Les époux [Q] ont interjeté appel de ce jugement le 19 février 2015.
Par ordonnance rendue le 17 mars 2015 sur la requête des appelants, mise au rôle de la cour sous le numéro RG 15/01412, l'affaire a été fixée à l'audience du 5 octobre 2015.
Les appelants ont fait assigner la banque à comparaître par acte mis au rôle de la cour sous le numéro RG 15/03367.

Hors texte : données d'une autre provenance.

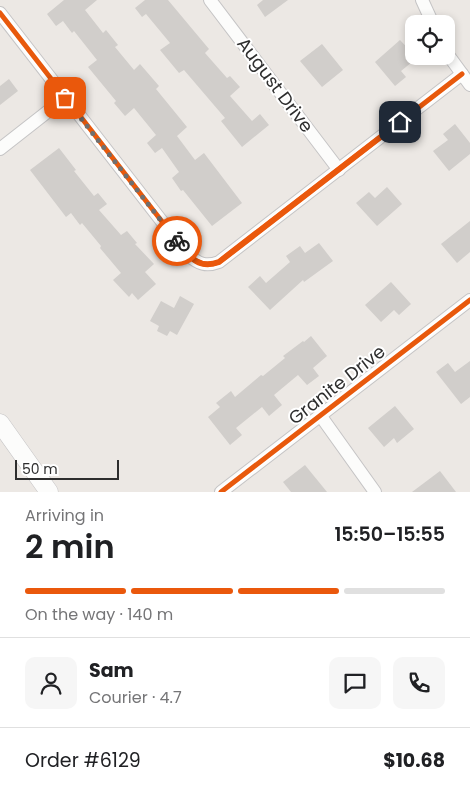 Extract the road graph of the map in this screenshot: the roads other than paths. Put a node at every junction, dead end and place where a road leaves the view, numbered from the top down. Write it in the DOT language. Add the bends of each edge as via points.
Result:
graph roads {
  1 [pos="210,0"];
  2 [pos="422,0"];
  3 [pos="0,13"];
  4 [pos="429,15"];
  5 [pos="455,65"];
  6 [pos="466,80"];
  7 [pos="65,98"];
  8 [pos="0,150"];
  9 [pos="339,170"];
  10 [pos="470,300"];
  11 [pos="320,415"];
  12 [pos="0,423"];
  13 [pos="49,492"];
  14 [pos="221,492"];
  15 [pos="375,492"];
  1 -- 9 [label="street, August Drive"];
  2 -- 4 [label="street"];
  3 -- 7 [label="street"];
  5 -- 6 [label="street"];
  6 -- 9 [label="street"];
  7 -- 8 [label="street"];
  7 -- 9 [label="street" via="188,255 200,263 212,265 219,262"];
  10 -- 11 [label="street, Granite Drive"];
  11 -- 14 [label="street, Granite Drive"];
  11 -- 15 [label="street"];
  12 -- 13 [label="main road"];
} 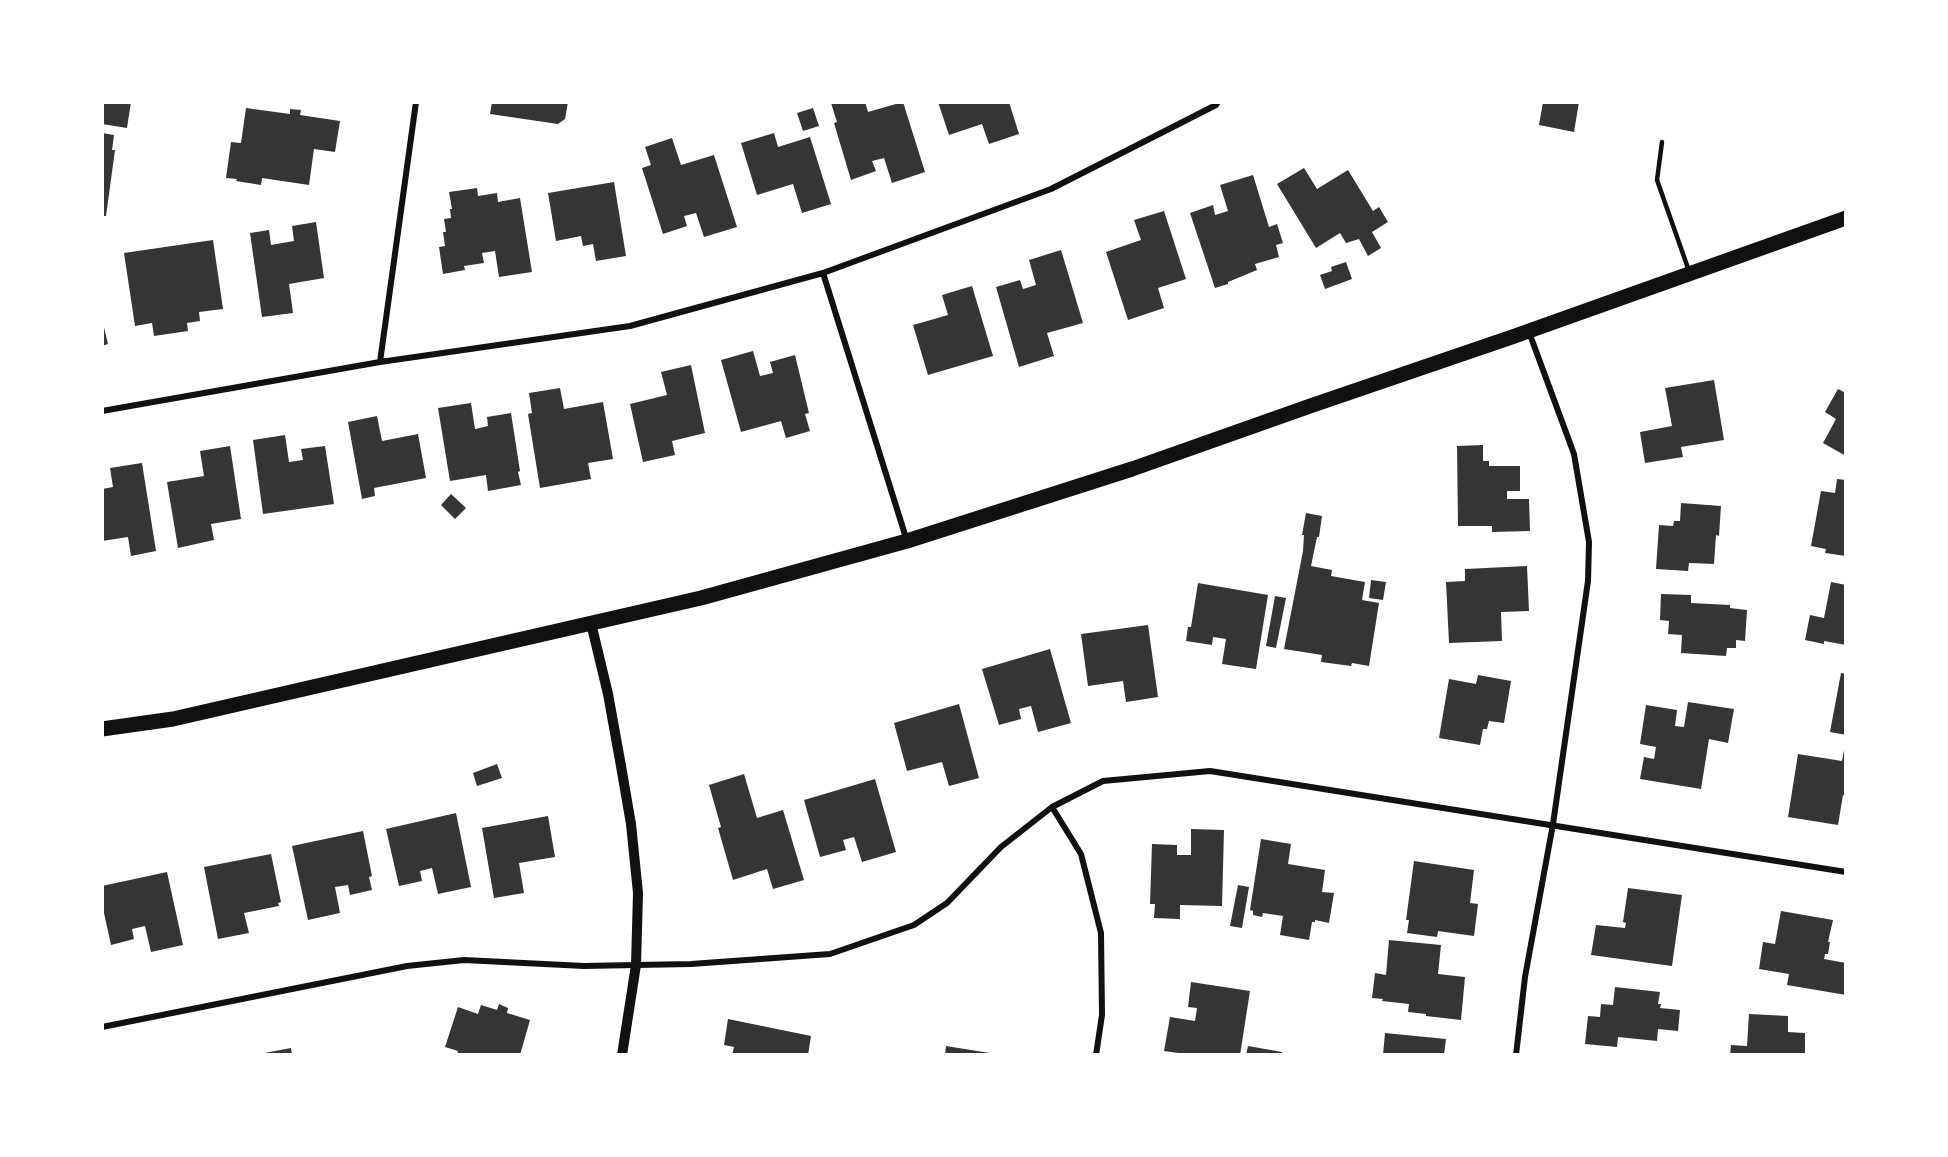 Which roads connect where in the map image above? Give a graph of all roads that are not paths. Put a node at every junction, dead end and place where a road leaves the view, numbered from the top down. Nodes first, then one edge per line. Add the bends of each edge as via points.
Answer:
1 (416, 102) edge
2 (1218, 102) edge
3 (1662, 142) dead end
4 (1846, 218) edge
5 (824, 273) junction
6 (1690, 273) junction
7 (1529, 331) junction
8 (380, 362) junction
9 (102, 411) edge
10 (907, 542) junction
11 (591, 623) junction
12 (102, 729) edge
13 (1052, 807) junction
14 (1552, 824) junction
15 (1846, 872) edge
16 (636, 966) junction
17 (102, 1027) edge
18 (622, 1055) edge
19 (1096, 1055) edge
20 (1516, 1055) edge

1 - 8 street
2 - 5 street via 1051,189
3 - 6 lane via 1657,180
4 - 6 main road
5 - 8 street via 630,326
5 - 10 street
6 - 7 main road
7 - 10 main road via 1132,470
7 - 14 street via 1574,454 1589,542 1588,581
8 - 9 street
10 - 11 main road via 701,598
11 - 12 main road via 173,719
11 - 16 street via 631,824 638,893
13 - 14 street via 1103,781 1210,771
13 - 16 street via 1000,847 947,903 914,925 830,954
13 - 19 street via 1081,854 1101,933 1102,1016
14 - 15 street
14 - 20 street via 1525,977
16 - 17 street via 464,960 407,966
16 - 18 street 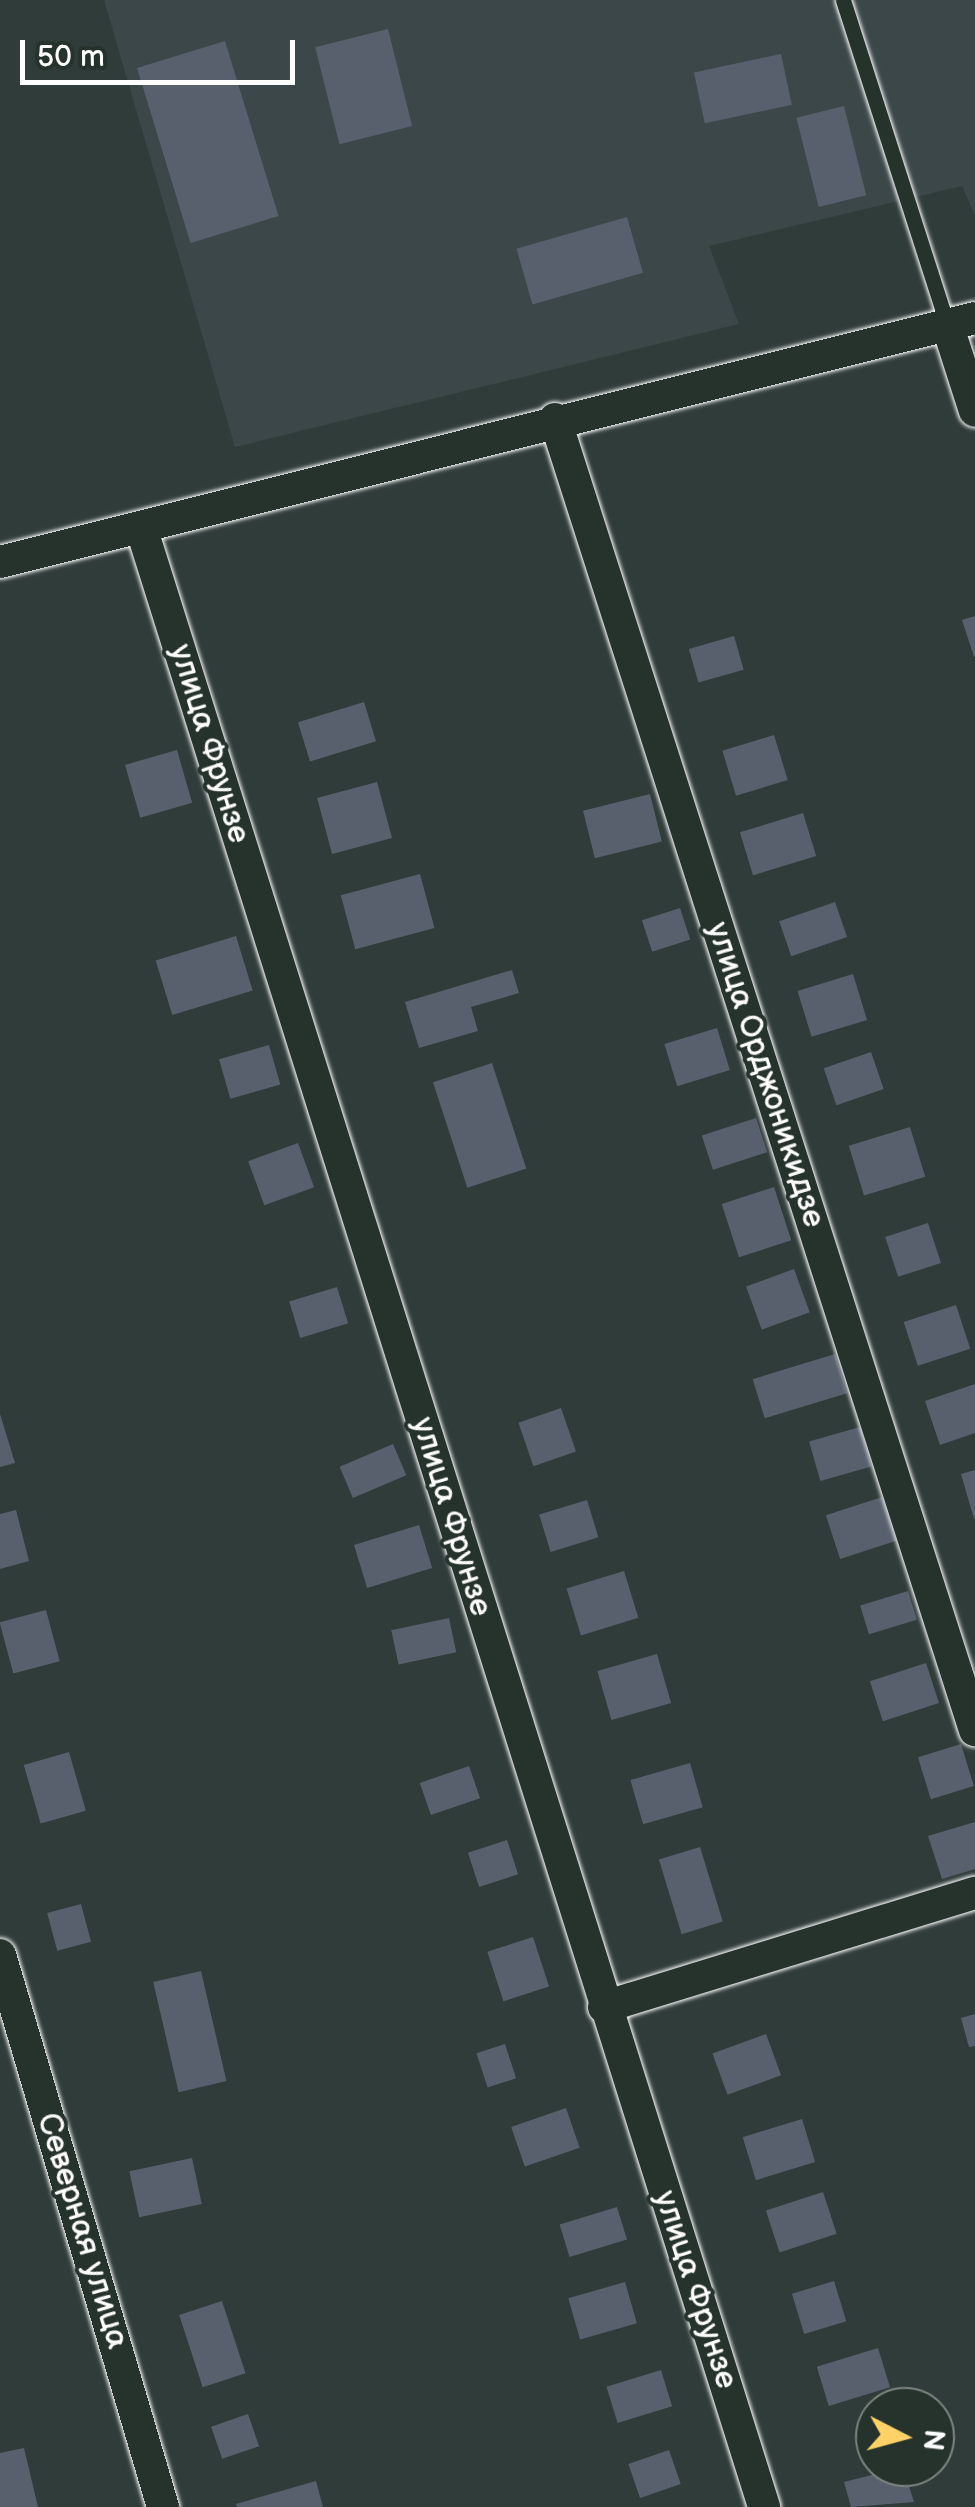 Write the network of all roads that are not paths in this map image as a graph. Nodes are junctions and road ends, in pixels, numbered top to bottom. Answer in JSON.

Par dernières conclusions du 28 septembre 2015 auxquelles il est renvoyé pour l'exposé des moyens, ils demandent à la cour :
d'infirmer le jugement déféré,
de dire la banque forclose, ou subsidiairement prescrite, en son action,
à défaut, de constater l'absence de titre exécutoire,
de dire que la clause Titre V - Conditions du cahier des charges annexé à l'acte de prêt du 5 mai 1987 est abusive et illicite et de la juger non écrite,
de constater en conséquence que la banque ne peut plus se prévaloir de la déchéance du terme,
de dire que le commandement signifié le 16 septembre 2013 est nul et d'en ordonner la radiation,
de dire à défaut que la banque a commis une faute, de la condamner à leur payer une indemnité de 142 350,37 € et d'ordonner la compensation des dettes réciproques,
de réduire à un euro les sanctions contractuelles,
de débouter la banque de ses demandes plus amples ou contraires,
plus subsidiairement, de reporter le paiement des sommes dues de deux années, en prescrivant que les échéances reportées porteront intérêt au taux légal simple,
très subsidiairement, de confirmer le jugement dont appel en ce qu'il a autorisé la vente amiable du bien saisi et fixé le prix minimum à 60 000 €,
de dire que le délai de quatre mois pour réaliser la vente amiable commencera de courir à compter de la signification de l'arrêt à intervenir,
de statuer ce que de droit sur les dépens.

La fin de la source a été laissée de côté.